__PROBLEM TO SOLVE__: The required output is a verbatim transcription of the listing, pictures excluded.

▬▬▬

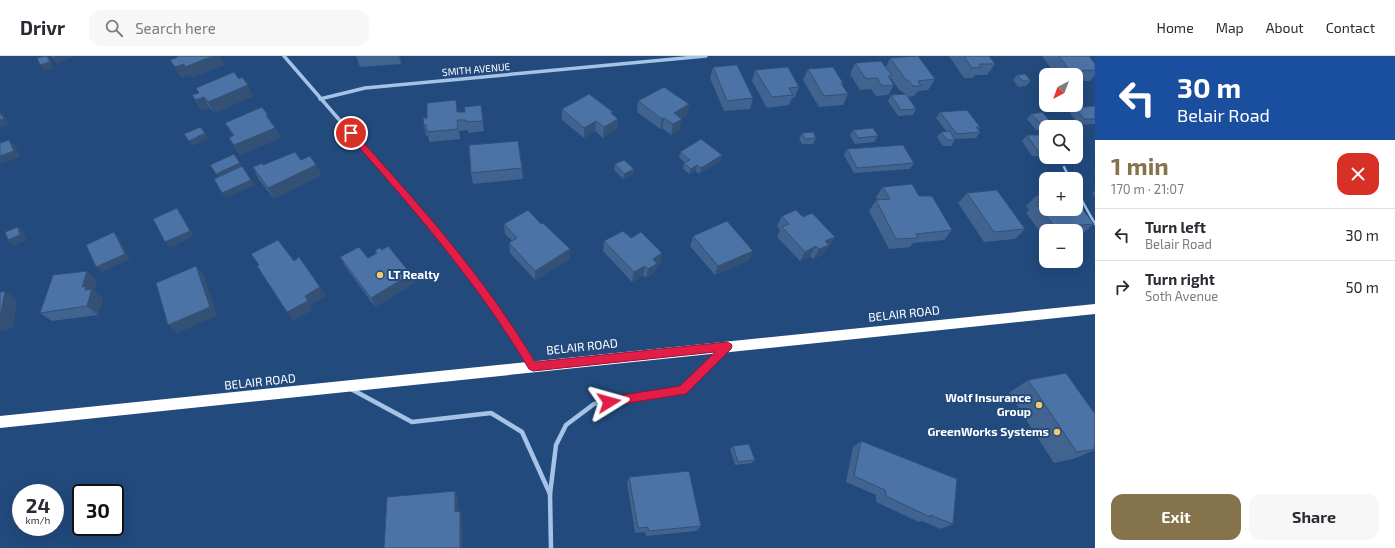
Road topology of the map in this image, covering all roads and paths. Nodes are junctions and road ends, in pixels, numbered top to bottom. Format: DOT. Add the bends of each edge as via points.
graph roads {
  1 [pos="284,56"];
  2 [pos="706,56"];
  3 [pos="320,99"];
  4 [pos="1064,168"];
  5 [pos="1066,172"];
  6 [pos="1083,203"];
  7 [pos="1095,224"];
  8 [pos="1095,309"];
  9 [pos="727,346"];
  10 [pos="533,366"];
  11 [pos="347,387"];
  12 [pos="0,422"];
  13 [pos="550,494"];
  14 [pos="551,548"];
  1 -- 3 [label="street"];
  2 -- 3 [label="street, SMITH AVENUE" via="364,88"];
  3 -- 10 [label="street" via="392,179 470,274"];
  4 -- 5 [label="lane"];
  6 -- 7 [label="lane"];
  8 -- 9 [label="highway, BELAIR ROAD"];
  9 -- 10 [label="highway, BELAIR ROAD"];
  9 -- 13 [label="street" via="683,391 594,404 566,425 556,445"];
  10 -- 11 [label="highway, BELAIR ROAD"];
  11 -- 12 [label="highway, BELAIR ROAD"];
  11 -- 13 [label="street" via="412,422 491,413 522,432"];
  13 -- 14 [label="street"];
}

▬▬▬

__THE ANSWER__:
Road topology of the map in this image, covering all roads and paths. Nodes are junctions and road ends, in pixels, numbered top to bottom. Format: DOT. Add the bends of each edge as via points.
graph roads {
  1 [pos="284,56"];
  2 [pos="706,56"];
  3 [pos="320,99"];
  4 [pos="1064,168"];
  5 [pos="1066,172"];
  6 [pos="1083,203"];
  7 [pos="1095,224"];
  8 [pos="1095,309"];
  9 [pos="727,346"];
  10 [pos="533,366"];
  11 [pos="347,387"];
  12 [pos="0,422"];
  13 [pos="550,494"];
  14 [pos="551,548"];
  1 -- 3 [label="street"];
  2 -- 3 [label="street, SMITH AVENUE" via="364,88"];
  3 -- 10 [label="street" via="392,179 470,274"];
  4 -- 5 [label="lane"];
  6 -- 7 [label="lane"];
  8 -- 9 [label="highway, BELAIR ROAD"];
  9 -- 10 [label="highway, BELAIR ROAD"];
  9 -- 13 [label="street" via="683,391 594,404 566,425 556,445"];
  10 -- 11 [label="highway, BELAIR ROAD"];
  11 -- 12 [label="highway, BELAIR ROAD"];
  11 -- 13 [label="street" via="412,422 491,413 522,432"];
  13 -- 14 [label="street"];
}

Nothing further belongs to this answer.